*** Opening Available records ***

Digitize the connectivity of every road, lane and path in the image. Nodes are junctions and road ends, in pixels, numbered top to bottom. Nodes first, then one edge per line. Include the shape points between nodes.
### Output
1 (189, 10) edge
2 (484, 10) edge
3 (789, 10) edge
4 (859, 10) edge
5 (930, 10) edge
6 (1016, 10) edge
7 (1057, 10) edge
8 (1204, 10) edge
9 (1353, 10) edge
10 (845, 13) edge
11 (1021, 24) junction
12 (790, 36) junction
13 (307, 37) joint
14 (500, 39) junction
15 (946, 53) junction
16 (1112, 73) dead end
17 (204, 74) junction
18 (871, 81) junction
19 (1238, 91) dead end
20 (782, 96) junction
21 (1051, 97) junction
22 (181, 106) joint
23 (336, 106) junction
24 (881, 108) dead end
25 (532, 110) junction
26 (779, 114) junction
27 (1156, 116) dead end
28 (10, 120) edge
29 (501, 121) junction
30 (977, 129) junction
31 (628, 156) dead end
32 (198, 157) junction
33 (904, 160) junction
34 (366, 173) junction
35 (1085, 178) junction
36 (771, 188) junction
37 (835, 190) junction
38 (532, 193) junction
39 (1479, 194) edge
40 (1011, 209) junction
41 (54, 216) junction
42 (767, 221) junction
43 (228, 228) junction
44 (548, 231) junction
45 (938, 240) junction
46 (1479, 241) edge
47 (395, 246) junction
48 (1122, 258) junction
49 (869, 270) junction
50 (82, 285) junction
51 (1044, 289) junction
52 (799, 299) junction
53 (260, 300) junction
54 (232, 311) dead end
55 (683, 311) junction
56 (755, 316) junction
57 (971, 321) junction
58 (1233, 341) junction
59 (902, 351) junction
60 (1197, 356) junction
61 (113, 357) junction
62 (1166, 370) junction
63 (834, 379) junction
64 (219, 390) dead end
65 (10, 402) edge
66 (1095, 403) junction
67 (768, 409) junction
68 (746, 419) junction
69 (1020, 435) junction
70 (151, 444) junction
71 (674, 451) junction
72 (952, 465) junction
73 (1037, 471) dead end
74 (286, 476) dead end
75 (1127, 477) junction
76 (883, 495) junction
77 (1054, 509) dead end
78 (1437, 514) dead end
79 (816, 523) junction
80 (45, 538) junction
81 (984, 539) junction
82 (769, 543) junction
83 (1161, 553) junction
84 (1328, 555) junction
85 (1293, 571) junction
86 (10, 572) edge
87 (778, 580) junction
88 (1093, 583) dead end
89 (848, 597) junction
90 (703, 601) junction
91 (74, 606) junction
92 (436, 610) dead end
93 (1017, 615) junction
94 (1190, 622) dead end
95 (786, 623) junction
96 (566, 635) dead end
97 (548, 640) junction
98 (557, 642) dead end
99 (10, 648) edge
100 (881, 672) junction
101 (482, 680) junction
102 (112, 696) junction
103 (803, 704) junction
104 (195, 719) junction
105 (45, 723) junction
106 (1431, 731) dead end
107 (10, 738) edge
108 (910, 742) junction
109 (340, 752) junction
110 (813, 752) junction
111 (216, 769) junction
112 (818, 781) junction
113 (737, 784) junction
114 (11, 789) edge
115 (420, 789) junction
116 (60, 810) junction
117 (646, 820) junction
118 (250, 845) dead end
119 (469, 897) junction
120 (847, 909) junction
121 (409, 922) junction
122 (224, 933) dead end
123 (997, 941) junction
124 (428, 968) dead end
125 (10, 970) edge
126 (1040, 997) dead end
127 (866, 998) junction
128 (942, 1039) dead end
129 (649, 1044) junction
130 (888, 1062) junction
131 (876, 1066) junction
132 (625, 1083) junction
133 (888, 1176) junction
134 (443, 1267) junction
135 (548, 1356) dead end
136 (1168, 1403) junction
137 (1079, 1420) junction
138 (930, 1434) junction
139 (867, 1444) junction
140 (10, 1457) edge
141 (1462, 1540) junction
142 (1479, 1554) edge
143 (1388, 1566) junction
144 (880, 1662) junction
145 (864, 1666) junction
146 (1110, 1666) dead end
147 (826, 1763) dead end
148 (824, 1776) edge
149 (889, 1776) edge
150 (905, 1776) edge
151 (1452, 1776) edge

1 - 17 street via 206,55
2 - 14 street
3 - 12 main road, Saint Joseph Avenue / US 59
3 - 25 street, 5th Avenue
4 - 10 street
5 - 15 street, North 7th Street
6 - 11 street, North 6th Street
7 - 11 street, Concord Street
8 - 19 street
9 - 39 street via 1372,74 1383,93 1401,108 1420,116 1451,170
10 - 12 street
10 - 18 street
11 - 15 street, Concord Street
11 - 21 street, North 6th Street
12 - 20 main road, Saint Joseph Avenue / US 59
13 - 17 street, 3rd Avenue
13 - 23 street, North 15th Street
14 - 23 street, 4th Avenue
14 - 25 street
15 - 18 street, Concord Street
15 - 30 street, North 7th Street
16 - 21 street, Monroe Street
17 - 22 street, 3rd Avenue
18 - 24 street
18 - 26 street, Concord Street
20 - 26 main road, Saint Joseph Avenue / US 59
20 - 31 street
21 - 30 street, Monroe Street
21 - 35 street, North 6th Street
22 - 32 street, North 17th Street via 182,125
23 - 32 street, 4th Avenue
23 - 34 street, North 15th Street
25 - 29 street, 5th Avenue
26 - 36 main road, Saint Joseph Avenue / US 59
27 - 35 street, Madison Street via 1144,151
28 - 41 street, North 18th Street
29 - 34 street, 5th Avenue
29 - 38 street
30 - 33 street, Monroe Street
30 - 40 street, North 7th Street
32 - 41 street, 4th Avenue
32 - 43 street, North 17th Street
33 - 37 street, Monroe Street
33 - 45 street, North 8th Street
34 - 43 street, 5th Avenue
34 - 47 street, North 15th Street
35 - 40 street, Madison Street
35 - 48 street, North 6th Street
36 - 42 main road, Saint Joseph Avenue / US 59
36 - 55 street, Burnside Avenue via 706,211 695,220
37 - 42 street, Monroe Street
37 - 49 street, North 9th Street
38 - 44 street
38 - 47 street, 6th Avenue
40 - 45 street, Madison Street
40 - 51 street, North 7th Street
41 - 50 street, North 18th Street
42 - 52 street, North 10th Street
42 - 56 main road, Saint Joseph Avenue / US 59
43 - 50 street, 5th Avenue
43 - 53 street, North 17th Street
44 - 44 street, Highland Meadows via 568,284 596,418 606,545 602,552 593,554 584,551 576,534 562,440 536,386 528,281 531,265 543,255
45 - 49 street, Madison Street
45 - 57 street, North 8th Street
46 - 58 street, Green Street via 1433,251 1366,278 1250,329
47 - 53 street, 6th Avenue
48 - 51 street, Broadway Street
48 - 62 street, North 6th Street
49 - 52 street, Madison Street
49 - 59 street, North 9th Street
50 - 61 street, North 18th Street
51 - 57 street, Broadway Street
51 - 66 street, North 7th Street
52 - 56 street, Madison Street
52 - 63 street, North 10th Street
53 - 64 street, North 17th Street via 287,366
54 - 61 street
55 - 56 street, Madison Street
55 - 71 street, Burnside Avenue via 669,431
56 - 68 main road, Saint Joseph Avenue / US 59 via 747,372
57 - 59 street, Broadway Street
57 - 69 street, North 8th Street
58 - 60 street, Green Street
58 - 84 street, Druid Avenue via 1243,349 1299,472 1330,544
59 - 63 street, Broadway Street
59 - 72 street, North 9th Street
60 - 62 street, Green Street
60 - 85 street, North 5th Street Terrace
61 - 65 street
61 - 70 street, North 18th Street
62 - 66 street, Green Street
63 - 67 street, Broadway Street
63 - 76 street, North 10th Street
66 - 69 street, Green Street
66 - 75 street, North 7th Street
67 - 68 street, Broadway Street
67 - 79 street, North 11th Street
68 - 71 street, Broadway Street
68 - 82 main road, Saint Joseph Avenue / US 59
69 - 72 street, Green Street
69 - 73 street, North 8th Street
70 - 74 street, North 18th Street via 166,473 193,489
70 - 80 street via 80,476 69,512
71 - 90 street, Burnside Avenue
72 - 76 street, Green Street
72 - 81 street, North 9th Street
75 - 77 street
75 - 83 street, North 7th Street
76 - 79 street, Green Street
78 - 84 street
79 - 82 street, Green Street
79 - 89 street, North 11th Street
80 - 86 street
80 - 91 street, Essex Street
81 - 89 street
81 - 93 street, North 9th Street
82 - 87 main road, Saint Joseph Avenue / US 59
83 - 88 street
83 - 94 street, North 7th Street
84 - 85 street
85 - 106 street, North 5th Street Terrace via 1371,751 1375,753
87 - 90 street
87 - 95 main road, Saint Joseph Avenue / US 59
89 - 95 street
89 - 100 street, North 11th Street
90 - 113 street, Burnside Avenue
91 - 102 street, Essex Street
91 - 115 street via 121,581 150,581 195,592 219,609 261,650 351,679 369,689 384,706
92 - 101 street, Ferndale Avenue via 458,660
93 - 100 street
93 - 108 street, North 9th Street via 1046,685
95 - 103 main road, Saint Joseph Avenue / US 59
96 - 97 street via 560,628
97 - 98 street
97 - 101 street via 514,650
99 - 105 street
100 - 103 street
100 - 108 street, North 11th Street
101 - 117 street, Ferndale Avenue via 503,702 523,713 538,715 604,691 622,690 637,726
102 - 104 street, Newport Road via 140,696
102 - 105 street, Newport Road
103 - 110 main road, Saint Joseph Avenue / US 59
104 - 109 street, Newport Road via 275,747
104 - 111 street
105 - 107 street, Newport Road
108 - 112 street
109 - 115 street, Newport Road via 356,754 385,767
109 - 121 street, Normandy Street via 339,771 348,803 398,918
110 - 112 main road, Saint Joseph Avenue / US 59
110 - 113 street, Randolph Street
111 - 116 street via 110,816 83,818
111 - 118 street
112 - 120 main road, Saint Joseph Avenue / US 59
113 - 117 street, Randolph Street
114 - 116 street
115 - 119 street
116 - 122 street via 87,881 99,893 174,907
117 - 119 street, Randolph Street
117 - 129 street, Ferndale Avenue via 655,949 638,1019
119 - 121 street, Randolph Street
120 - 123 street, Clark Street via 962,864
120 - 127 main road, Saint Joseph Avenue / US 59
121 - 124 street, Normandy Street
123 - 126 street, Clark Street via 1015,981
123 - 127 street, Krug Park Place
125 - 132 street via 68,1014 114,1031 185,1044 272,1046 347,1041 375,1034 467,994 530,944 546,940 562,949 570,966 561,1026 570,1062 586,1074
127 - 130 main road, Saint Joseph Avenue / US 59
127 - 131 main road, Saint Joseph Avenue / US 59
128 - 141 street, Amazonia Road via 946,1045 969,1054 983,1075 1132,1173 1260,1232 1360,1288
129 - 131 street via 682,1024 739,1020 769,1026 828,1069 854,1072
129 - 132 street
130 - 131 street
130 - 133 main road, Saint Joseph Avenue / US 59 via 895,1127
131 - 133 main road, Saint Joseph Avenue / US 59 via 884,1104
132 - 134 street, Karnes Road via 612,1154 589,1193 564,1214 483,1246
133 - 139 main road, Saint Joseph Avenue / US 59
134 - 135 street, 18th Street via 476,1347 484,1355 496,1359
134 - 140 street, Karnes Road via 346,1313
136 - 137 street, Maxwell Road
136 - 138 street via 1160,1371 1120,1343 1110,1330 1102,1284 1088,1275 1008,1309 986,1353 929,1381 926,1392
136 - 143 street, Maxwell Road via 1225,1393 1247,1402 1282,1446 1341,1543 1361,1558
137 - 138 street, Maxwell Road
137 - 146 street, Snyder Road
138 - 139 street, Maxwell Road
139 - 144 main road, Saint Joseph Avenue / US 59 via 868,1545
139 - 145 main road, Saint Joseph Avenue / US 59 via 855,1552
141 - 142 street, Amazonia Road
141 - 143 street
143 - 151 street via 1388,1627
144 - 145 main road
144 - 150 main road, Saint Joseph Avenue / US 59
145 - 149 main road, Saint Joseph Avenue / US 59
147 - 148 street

*** Closing Available records ***

Task details:
Reproduce each line from the listing above that includes the word "Essex".

Output of the exercise:
80 - 91 street, Essex Street
91 - 102 street, Essex Street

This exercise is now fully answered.